Interview: Eduardo Ibarra
How has recent performance shaped future plans for the hospitality industry?
EDUARDO IBARRA: The hospitality sector in Peru has enormous potential. It has shown some significant growth rates in past years, consistently exceeding GDP expansion. This is a direct result of the sector’s long-term vision, which encompasses business opportunities in both the real estate and management segments of the industry. Investors in real estate usually show low-to-medium risk aversion in their long-term perspective, which makes this sector – with buoyant past and expected growth rates – an ideal investment. As for the operative and management side, Peru has appeal as a prime regional destination for both corporate and leisure tourism, and the world’s most important operators and hotel chains have been present in the country for several years now.
Corporate and event tourism have clearly benefitted from the country’s economic growth, investment opportunities and solid macroeconomic situation. As for leisure tourism, Peru – especially the Cusco region, with Machu Picchu – has been a globally recognised destination for decades. The industry can now look at broadening its offer, whether it be well-known destinations in the Central Andes, such as Choquequirao, or other destinations that usually have had a more domestic clientele, such as the northern coastal town of Máncora or the rainforest regions of Iquitos and Tarapoto. As a country we should capitalise on the power of Machu Picchu and Cusco’s pull, and provide a more comprehensive and geographically diverse offer for tourists. For this to happen, however, it is crucial that all sector players make an effort to build the necessary infrastructure, in order for new and remote areas to be appealing to foreign tourists.

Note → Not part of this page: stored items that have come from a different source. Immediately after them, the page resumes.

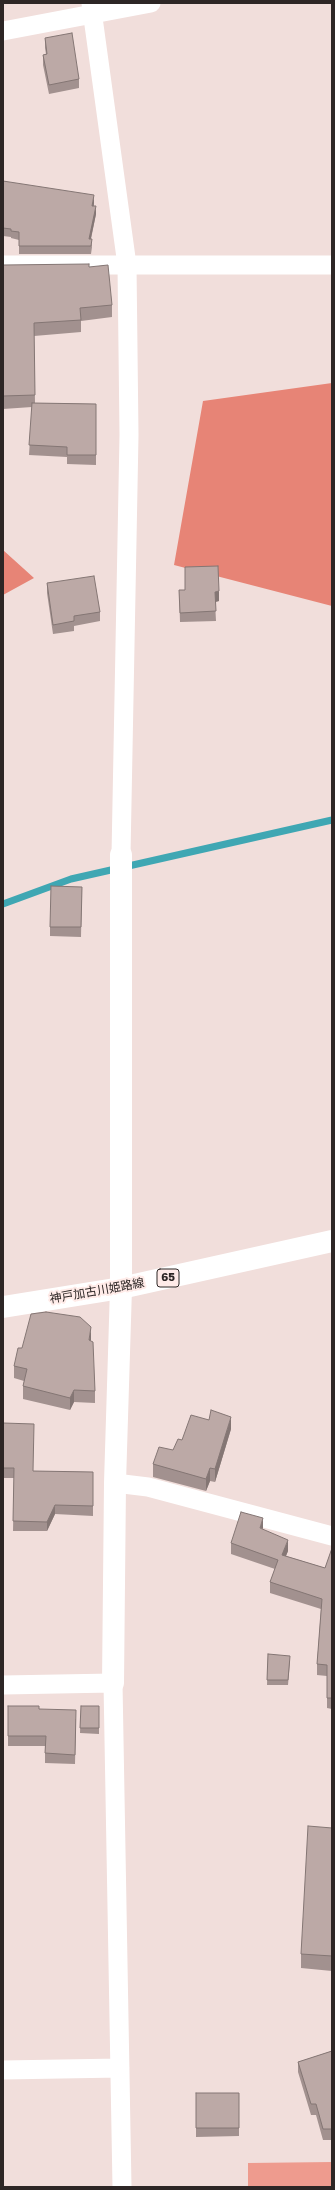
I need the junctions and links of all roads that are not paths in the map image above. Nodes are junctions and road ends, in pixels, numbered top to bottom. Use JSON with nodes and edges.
{"nodes":[{"id":1,"x":151,"y":3,"type":"edge"},
{"id":2,"x":92,"y":8,"type":"edge"},
{"id":3,"x":3,"y":31,"type":"edge"},
{"id":4,"x":3,"y":264,"type":"edge"},
{"id":5,"x":127,"y":265,"type":"junction"},
{"id":6,"x":332,"y":265,"type":"edge"},
{"id":7,"x":121,"y":855,"type":"joint"},
{"id":8,"x":332,"y":1241,"type":"edge"},
{"id":9,"x":122,"y":1288,"type":"junction"},
{"id":10,"x":3,"y":1307,"type":"edge"},
{"id":11,"x":115,"y":1484,"type":"junction"},
{"id":12,"x":332,"y":1536,"type":"edge"},
{"id":13,"x":113,"y":1683,"type":"junction"},
{"id":14,"x":3,"y":1685,"type":"edge"},
{"id":15,"x":120,"y":2068,"type":"junction"},
{"id":16,"x":3,"y":2070,"type":"edge"},
{"id":17,"x":122,"y":2187,"type":"edge"}],
"edges":[{"from":1,"to":2,"type":"street"},
{"from":2,"to":3,"type":"street"},
{"from":2,"to":5,"type":"street"},
{"from":4,"to":5,"type":"street"},
{"from":5,"to":6,"type":"street"},
{"from":5,"to":7,"type":"street"},
{"from":7,"to":9,"type":"street"},
{"from":8,"to":9,"type":"street","name":"神戸加古川姫路線","number":"65"},
{"from":9,"to":10,"type":"street","name":"神戸加古川姫路線","number":"65"},
{"from":9,"to":11,"type":"street"},
{"from":11,"to":12,"type":"street"},
{"from":11,"to":13,"type":"street"},
{"from":13,"to":14,"type":"street"},
{"from":13,"to":15,"type":"street"},
{"from":15,"to":16,"type":"street"},
{"from":15,"to":17,"type":"street"}]}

What can be done to increase the number of foreign tourists visiting the country?
IBARRA: Infrastructure is the most important variable to take into account if we want to see exponential growth in the number of foreign tourist arrivals. Hotel infrastructure has already been built and will be able to cope with the expected growth of the sector in the coming five to six years. Conversely, our international ports of entry and exit, in Lima and everywhere else, are saturated and require significant expansions. Without additional and better infrastructure, our tourism numbers simply cannot grow as hoped. Several models, whether private concessions, public management or private-public partnerships, could be used to solve this situation as soon as possible, especially in regard to the country’s airport infrastructure.
The current over-utilisation of Peruvian airports has directly translated to higher prices for both airlines and passengers, particularly for transatlantic and long-haul flights, where most destinations are served by just one daily connection. The current state of infrastructure makes any planned expansion to other markets, such as Asia, the Middle East or Africa, extremely difficult. All of this negatively impacts the country’s ability to increase the number of foreign visits.
What niches should the tourism sector focus on to optimise profits and results?
IBARRA: Given the reliance on international visitors and foreign markets, tourism is a highly cyclical business where boom and recession periods challenge our forecasts and planning capabilities. To mitigate this and achieve a more balanced earnings flow, Peru should aim to position itself as a year-round destination, as it hosts a rather temperate and mild climate that allows visitors to access most regions of the country, no matter what season or month. Therefore, broadly speaking, our international promotion efforts – whether for event, business or leisure tourism – should highlight the year-round possibilities Peru has to offer. In terms of specific niches, I believe luxury leisure and experience tourism should be strengthened rather than placing an additional focus on high-income corporate travellers.